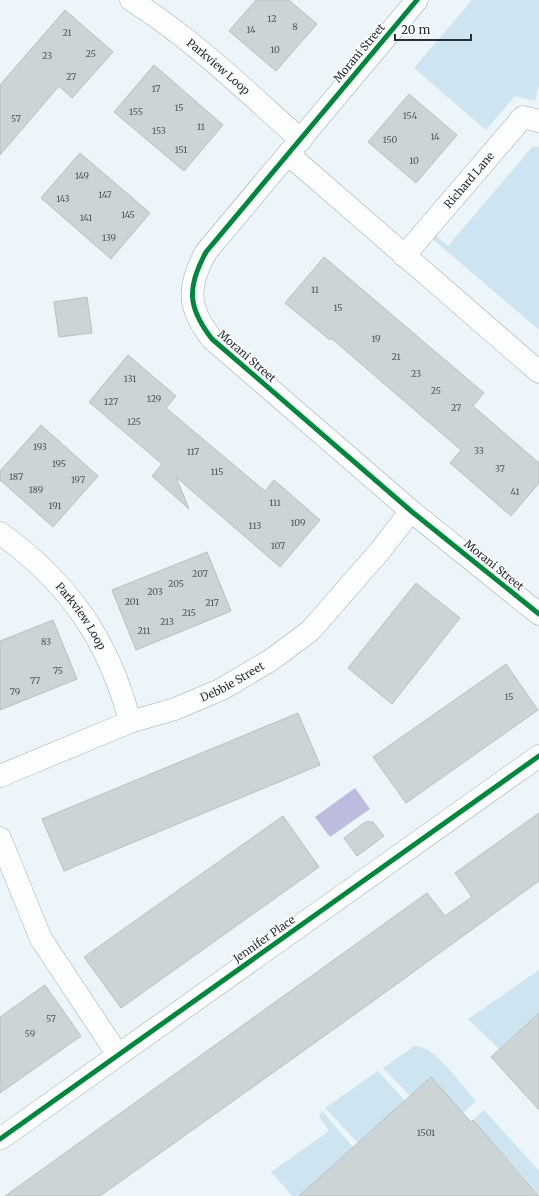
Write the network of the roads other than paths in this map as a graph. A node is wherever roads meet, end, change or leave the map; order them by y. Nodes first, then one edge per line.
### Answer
1 (131, 0) edge
2 (417, 0) edge
3 (539, 121) edge
4 (294, 147) junction
5 (404, 256) junction
6 (539, 372) edge
7 (411, 511) junction
8 (0, 533) edge
9 (539, 614) edge
10 (130, 722) junction
11 (539, 756) edge
12 (0, 776) edge
13 (0, 838) edge
14 (118, 1055) junction
15 (0, 1139) edge

1 - 4 street, Parkview Loop
2 - 4 street, Morani Street
3 - 5 street, Richard Lane
4 - 5 street
4 - 7 street, Morani Street
5 - 6 street
7 - 9 street, Morani Street
7 - 10 street, Debbie Street
8 - 10 street, Parkview Loop
10 - 12 street, Debbie Street
11 - 14 street, Jennifer Place
13 - 14 street
14 - 15 street, Jennifer Place

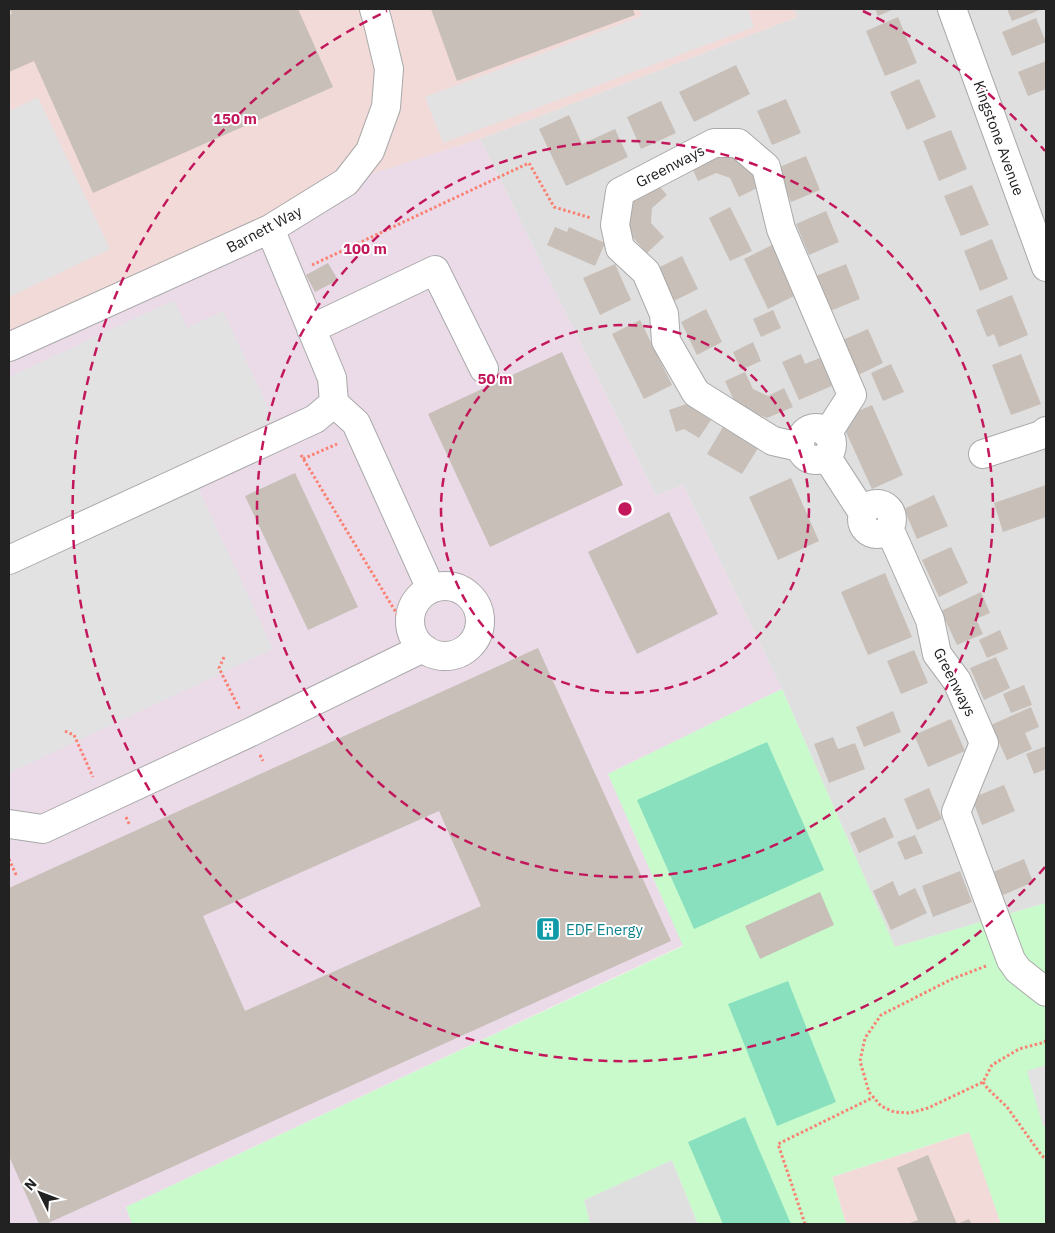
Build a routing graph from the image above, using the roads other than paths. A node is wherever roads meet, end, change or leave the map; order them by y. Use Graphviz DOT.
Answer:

····················

=== Task to complete ===
Show every line of the entries above where the word "paths" occurs.

=== Solution below ===
Write the network of the roads other than paths in this map as a graph. A node is wherever roads meet, end, change or leave the map; order them by y. Nodes first, then one edge per line.
Build a routing graph from the image above, using the roads other than paths. A node is wherever roads meet, end, change or leave the map; order them by y. Use Graphviz DOT.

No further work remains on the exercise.